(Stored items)
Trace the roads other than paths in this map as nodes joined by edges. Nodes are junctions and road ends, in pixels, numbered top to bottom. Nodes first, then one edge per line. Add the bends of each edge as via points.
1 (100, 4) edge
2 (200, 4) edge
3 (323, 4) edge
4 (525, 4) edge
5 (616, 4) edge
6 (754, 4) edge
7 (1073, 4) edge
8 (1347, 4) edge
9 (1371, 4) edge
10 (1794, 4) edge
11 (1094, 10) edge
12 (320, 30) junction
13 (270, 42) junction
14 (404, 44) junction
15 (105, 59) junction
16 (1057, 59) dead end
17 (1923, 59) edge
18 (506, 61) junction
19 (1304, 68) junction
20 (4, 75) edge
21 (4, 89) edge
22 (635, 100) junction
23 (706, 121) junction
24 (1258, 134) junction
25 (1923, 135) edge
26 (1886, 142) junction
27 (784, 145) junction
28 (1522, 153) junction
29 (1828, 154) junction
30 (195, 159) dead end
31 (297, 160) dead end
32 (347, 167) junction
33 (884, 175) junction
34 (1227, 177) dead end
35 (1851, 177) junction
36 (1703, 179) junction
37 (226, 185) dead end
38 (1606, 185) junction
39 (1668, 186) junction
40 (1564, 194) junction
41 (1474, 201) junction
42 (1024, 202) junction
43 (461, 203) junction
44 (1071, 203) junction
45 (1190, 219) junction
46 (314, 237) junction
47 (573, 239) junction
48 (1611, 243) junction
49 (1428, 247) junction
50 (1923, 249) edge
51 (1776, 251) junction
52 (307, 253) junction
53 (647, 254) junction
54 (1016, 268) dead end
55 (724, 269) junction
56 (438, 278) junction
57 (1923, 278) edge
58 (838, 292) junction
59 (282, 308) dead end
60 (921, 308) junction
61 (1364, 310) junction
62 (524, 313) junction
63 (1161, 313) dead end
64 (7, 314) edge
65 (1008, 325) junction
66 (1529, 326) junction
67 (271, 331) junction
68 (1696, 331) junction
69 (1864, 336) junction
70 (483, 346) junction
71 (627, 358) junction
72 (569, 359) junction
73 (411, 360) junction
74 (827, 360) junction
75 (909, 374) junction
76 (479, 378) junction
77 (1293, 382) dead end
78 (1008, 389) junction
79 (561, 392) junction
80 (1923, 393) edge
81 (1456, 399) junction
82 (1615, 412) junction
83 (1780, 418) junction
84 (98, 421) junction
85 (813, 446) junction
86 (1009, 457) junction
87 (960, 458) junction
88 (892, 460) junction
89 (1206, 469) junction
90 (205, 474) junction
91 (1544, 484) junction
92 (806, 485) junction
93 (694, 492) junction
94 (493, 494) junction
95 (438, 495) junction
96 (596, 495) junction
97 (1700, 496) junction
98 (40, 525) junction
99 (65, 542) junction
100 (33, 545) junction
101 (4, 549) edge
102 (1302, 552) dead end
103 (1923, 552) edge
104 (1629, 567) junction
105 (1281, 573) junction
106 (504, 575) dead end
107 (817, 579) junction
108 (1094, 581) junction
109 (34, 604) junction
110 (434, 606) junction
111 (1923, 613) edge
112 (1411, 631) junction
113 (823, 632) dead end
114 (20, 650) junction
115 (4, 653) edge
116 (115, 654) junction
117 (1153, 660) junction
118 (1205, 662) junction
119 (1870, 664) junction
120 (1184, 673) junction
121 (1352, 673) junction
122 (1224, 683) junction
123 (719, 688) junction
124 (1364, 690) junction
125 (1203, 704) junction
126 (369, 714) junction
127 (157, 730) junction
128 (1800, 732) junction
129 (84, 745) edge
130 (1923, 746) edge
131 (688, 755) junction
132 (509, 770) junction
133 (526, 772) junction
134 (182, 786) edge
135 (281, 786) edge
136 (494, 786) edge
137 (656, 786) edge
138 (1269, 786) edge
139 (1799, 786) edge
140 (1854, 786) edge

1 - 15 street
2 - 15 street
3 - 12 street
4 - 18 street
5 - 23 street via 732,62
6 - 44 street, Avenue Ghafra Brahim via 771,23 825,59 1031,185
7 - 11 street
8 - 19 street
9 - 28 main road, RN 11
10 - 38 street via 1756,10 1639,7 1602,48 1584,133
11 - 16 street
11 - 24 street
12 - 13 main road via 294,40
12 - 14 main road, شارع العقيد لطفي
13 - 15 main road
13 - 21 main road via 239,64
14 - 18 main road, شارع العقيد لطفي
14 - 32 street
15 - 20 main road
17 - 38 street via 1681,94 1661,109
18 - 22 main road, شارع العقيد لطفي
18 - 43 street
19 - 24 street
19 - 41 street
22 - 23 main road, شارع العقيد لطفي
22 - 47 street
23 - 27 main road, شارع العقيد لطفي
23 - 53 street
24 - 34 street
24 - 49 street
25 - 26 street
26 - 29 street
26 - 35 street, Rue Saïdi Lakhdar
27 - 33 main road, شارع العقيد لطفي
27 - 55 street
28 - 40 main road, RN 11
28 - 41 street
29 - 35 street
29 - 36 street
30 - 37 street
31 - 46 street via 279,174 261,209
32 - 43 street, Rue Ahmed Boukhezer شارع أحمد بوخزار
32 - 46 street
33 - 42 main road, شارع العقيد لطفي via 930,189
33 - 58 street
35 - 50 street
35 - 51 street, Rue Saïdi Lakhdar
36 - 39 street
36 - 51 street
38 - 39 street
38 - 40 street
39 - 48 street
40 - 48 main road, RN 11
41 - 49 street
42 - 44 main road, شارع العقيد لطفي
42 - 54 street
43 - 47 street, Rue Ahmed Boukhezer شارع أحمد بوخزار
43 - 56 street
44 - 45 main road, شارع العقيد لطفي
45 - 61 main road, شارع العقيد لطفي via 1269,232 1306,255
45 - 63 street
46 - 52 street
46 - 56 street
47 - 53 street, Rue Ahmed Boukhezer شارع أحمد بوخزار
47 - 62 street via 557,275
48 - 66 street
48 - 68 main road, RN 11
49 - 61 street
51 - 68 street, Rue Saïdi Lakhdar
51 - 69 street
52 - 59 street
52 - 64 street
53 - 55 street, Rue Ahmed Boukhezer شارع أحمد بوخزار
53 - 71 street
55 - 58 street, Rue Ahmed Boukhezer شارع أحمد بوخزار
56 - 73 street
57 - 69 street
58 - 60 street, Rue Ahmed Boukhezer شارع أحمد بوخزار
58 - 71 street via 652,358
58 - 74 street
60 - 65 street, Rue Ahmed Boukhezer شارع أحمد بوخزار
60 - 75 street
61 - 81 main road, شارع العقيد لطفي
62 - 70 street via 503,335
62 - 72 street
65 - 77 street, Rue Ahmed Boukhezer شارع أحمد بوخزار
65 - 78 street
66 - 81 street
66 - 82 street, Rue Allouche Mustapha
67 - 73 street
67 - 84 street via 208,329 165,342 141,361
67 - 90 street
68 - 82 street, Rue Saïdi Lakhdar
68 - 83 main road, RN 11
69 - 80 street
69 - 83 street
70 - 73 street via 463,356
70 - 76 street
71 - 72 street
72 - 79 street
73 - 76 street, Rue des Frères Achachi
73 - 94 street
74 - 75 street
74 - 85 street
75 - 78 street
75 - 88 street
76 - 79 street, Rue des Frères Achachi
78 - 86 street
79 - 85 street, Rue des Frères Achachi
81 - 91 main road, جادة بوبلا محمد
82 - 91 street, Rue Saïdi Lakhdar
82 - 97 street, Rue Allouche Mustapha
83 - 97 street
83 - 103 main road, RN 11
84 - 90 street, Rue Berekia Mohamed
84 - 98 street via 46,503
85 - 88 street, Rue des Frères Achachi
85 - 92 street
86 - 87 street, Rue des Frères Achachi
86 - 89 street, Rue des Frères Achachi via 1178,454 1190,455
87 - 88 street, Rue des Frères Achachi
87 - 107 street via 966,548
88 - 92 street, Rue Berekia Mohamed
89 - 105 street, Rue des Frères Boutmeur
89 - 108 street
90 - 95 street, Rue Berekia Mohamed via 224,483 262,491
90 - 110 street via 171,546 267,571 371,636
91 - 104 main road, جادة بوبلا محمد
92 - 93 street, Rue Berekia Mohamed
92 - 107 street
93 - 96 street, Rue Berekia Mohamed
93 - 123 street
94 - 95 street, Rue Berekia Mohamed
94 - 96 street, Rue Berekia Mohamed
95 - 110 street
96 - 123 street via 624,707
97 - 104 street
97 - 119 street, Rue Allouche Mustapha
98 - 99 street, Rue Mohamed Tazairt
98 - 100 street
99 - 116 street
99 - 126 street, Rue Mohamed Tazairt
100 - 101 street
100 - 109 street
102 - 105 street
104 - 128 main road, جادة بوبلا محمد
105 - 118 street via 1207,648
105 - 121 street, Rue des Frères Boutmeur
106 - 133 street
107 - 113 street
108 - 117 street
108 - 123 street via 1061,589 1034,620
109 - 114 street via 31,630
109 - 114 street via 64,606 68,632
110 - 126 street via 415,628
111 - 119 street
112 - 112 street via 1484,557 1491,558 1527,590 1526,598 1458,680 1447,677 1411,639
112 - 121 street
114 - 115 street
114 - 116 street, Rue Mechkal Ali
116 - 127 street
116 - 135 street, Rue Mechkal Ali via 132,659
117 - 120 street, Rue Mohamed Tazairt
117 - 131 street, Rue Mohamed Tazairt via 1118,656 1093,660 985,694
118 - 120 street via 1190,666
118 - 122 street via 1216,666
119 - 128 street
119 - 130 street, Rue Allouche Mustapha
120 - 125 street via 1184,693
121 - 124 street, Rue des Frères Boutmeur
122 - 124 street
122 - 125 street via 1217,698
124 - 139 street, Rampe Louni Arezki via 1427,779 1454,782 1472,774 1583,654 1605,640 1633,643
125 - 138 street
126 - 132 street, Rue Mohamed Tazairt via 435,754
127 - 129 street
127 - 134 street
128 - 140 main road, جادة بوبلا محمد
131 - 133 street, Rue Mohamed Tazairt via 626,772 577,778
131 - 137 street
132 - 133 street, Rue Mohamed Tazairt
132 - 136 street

_What to produce_.
From the entries above, extract every line where the word "Boukhezer" appears.

_Finished exercise_.
32 - 43 street, Rue Ahmed Boukhezer شارع أحمد بوخزار
43 - 47 street, Rue Ahmed Boukhezer شارع أحمد بوخزار
47 - 53 street, Rue Ahmed Boukhezer شارع أحمد بوخزار
53 - 55 street, Rue Ahmed Boukhezer شارع أحمد بوخزار
55 - 58 street, Rue Ahmed Boukhezer شارع أحمد بوخزار
58 - 60 street, Rue Ahmed Boukhezer شارع أحمد بوخزار
60 - 65 street, Rue Ahmed Boukhezer شارع أحمد بوخزار
65 - 77 street, Rue Ahmed Boukhezer شارع أحمد بوخزار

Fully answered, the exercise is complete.